The CSEM (Computer Science, Engineering and Mathematics) engineers developed such an approach that it overcomes this issue. The team was able to show that a computer can first be trained a more basic, simplified theoretical model before being set up to learn on real-world systems with live data. So, once the computers begins the machine-learning process on the real-life systems, they wil be able to draw on what they learned learned previously in the safer training session. This makes it so the computers can get on the right track more speedily without having to go through periods of extreme volatility. The research done by the engineers was just recently published in IEEE Transactions on Neural Networks and Learning Systems.
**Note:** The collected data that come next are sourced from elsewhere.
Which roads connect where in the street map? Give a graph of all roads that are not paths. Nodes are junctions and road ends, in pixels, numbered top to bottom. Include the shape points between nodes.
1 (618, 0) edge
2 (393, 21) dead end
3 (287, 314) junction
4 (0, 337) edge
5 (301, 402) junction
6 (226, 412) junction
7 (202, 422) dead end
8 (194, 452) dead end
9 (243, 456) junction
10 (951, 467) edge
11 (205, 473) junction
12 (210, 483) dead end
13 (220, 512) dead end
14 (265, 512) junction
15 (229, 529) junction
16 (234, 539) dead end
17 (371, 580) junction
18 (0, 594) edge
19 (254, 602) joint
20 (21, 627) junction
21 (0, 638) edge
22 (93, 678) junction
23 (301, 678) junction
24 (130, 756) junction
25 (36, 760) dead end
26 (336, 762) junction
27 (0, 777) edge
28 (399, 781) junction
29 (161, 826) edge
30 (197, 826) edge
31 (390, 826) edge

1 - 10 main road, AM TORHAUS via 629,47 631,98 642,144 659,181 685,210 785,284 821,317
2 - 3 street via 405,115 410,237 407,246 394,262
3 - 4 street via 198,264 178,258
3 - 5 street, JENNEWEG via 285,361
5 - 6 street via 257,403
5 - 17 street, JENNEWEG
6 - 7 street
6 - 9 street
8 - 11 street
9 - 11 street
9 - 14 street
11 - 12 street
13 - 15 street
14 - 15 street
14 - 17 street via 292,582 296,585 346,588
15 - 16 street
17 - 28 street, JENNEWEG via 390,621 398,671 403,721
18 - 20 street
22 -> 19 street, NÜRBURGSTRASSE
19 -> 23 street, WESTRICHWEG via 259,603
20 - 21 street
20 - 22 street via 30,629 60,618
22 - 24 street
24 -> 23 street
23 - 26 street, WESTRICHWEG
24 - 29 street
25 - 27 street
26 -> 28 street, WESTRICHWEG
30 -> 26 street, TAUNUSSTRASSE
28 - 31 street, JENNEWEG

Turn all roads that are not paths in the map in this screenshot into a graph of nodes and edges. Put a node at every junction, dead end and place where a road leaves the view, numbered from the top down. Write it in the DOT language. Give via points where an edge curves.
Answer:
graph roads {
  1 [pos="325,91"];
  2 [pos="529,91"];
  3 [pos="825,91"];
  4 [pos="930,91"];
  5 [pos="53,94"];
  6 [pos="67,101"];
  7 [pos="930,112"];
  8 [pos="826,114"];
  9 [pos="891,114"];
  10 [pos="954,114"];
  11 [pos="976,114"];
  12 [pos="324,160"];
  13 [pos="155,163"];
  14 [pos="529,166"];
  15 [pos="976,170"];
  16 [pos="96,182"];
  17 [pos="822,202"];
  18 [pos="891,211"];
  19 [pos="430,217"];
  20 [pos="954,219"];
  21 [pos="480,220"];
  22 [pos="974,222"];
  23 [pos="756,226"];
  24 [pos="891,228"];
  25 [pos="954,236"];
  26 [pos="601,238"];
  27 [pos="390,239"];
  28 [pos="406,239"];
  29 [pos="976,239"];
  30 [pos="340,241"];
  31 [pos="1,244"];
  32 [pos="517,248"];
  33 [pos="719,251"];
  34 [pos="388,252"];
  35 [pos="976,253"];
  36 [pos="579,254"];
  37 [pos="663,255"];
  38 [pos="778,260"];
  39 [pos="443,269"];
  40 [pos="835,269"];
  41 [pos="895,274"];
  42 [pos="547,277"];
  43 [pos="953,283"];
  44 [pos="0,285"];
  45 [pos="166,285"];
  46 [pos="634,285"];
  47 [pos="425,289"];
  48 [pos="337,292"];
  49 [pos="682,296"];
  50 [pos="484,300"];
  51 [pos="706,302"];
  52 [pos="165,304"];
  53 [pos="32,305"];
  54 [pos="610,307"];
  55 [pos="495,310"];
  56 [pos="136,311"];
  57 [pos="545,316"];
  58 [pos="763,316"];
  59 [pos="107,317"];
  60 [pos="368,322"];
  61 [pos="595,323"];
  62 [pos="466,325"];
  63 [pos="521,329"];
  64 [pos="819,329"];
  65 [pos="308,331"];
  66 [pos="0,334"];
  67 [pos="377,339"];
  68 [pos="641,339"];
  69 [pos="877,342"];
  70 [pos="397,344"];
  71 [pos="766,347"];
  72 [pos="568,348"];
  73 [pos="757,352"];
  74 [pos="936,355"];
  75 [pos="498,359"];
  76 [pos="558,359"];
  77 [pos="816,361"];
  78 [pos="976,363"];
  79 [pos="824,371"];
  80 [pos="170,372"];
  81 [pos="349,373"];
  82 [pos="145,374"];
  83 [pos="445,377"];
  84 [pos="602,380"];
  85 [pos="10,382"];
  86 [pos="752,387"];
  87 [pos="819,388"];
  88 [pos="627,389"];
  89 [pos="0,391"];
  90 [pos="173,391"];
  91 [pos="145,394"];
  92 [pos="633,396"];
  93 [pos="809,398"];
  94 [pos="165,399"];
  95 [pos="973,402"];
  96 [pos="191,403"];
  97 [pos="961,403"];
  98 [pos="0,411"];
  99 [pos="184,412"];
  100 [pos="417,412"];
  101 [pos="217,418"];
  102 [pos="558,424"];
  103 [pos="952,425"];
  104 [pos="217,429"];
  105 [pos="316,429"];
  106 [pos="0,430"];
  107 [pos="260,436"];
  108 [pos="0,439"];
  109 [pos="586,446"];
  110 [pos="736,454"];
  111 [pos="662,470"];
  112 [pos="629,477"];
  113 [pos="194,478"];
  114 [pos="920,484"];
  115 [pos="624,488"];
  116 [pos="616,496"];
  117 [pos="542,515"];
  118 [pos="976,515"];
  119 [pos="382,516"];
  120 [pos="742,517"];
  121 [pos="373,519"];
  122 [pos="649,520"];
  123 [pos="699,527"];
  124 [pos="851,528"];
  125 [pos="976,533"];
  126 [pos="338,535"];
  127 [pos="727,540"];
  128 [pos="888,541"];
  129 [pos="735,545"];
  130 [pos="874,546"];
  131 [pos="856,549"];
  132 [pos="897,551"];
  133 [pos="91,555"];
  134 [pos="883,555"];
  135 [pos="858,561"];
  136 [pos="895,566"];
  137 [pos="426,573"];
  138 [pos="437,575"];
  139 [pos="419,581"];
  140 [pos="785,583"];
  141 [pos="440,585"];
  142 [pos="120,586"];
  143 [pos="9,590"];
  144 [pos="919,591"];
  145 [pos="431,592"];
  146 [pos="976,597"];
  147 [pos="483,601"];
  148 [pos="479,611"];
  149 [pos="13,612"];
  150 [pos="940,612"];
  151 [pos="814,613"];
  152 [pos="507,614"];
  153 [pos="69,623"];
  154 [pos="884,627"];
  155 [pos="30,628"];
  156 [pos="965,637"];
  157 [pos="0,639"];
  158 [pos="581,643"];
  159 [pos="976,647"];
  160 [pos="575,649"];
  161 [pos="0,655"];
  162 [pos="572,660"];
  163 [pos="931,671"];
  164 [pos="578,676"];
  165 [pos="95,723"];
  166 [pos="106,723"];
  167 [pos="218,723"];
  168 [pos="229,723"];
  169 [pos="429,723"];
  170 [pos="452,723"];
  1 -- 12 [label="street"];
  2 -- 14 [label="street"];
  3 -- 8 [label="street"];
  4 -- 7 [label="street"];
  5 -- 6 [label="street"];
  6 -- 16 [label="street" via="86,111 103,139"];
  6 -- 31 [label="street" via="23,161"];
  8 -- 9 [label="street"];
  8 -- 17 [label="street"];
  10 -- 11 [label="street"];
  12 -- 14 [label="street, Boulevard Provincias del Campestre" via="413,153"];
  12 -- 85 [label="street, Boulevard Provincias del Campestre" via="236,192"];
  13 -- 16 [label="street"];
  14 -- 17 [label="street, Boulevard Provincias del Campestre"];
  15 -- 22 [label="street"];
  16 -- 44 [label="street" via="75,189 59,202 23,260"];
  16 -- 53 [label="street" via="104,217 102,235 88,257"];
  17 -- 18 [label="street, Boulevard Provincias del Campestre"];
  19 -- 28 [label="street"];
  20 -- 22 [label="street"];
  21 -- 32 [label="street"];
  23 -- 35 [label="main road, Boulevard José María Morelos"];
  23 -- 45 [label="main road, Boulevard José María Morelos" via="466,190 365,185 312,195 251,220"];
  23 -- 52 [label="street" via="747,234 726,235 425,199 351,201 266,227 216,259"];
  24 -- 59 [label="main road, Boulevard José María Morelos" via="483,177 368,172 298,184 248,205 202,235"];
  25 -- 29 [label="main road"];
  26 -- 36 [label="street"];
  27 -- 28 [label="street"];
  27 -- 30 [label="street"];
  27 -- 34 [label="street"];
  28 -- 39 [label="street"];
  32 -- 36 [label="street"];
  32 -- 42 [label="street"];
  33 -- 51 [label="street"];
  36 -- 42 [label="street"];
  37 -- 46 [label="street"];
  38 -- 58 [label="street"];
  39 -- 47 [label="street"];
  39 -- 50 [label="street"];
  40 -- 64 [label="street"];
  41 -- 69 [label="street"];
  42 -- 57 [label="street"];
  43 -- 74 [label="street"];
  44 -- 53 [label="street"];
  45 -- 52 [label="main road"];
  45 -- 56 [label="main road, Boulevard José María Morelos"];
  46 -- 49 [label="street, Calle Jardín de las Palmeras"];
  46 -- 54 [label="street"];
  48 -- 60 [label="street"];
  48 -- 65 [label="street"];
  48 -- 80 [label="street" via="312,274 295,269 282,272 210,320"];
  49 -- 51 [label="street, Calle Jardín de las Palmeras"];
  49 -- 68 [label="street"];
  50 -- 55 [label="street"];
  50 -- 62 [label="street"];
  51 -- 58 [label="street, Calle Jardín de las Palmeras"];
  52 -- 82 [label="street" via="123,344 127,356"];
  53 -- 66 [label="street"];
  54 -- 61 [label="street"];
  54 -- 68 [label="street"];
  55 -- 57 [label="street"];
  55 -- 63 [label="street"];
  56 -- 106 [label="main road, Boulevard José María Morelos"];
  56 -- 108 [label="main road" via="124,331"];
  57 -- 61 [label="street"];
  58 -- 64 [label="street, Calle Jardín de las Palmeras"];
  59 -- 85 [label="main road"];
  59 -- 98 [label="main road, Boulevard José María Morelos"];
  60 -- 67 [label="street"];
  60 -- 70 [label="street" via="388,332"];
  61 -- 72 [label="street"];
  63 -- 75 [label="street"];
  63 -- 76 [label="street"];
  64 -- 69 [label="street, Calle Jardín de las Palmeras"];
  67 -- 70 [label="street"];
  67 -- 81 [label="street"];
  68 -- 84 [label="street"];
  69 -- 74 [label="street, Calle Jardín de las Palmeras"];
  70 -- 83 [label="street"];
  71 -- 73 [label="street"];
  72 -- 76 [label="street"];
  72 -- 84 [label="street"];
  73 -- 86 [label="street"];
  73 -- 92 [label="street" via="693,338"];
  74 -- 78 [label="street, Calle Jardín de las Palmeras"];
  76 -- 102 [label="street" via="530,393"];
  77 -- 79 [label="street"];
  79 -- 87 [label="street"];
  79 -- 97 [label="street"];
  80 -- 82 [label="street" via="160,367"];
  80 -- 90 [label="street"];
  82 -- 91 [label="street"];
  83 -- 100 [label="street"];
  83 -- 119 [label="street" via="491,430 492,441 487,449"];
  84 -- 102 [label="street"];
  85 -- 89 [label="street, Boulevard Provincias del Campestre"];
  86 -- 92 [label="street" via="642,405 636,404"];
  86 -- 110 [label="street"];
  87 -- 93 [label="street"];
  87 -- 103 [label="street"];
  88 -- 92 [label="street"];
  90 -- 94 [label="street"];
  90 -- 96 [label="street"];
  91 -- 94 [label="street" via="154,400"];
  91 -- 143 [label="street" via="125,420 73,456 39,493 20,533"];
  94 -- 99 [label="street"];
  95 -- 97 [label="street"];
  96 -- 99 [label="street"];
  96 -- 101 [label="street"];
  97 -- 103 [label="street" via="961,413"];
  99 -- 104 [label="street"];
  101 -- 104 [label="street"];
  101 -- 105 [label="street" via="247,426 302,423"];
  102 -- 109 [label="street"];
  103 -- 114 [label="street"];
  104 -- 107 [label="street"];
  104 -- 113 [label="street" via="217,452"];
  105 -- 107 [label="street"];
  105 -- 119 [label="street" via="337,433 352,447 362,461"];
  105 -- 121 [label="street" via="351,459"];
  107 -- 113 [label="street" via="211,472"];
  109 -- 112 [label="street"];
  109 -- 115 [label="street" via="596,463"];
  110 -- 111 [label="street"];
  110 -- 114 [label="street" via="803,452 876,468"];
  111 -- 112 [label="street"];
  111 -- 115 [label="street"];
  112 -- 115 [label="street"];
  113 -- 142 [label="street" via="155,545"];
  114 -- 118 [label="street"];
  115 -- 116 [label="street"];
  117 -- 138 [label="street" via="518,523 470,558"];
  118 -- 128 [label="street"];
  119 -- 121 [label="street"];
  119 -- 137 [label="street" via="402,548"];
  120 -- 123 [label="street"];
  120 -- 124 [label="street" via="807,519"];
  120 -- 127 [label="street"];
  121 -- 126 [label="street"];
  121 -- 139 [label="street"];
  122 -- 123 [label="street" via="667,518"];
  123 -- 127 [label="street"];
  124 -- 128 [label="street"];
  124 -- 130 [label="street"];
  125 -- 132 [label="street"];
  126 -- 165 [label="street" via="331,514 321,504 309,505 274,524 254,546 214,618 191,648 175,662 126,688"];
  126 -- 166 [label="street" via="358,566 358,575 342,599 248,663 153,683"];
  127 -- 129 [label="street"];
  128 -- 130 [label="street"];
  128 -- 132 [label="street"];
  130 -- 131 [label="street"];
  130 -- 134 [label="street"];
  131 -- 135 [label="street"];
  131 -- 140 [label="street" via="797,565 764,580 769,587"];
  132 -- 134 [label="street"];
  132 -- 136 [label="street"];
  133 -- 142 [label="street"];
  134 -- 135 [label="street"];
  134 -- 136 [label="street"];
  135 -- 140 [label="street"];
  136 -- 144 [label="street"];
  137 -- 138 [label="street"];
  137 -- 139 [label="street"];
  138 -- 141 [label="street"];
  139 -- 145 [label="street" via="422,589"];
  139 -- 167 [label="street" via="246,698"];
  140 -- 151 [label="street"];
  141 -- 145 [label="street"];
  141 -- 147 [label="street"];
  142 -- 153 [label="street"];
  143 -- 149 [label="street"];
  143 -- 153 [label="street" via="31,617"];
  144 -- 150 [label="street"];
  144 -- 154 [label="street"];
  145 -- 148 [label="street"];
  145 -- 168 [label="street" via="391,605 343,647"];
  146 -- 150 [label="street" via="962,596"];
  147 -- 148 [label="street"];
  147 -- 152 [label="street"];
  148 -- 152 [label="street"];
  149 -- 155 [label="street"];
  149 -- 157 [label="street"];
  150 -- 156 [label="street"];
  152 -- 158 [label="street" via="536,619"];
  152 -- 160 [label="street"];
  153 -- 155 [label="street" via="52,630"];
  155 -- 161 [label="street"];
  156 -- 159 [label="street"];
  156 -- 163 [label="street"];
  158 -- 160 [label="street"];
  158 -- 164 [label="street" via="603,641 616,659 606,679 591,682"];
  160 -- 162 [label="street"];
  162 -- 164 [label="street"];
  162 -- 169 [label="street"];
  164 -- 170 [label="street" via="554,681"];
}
It’s like learning the driver’s manual before you start a car. With this pre-training step, computers build up a knowledge base they can draw on so they aren’t flying blind as they search for the right answer.Pierre-Jean Alet, head of smart energy systems research at CSEM
The engineering team tested their system on a HVAC (Heating, Ventilation and Air Conditioning) system for a complicated 100-room building using a multi-step process. To begin, the computer was trained on a ‘virtual model’ that was built from simple equations that describe a building’s behavior roughly. Next, the computer was fed actual data a building. Things like how long blinds were open, the temperature, what the weather conditions were, and other factors into the computer to incrase the accuracy of its training. Lastly, the computer runs its reinforcement-learning algorithms to find the best way to manage the HVAC system.
This discovery could open new opportunities machine learning and AI by expanding from its current limited use to applications where large deviations in operating parameters are important.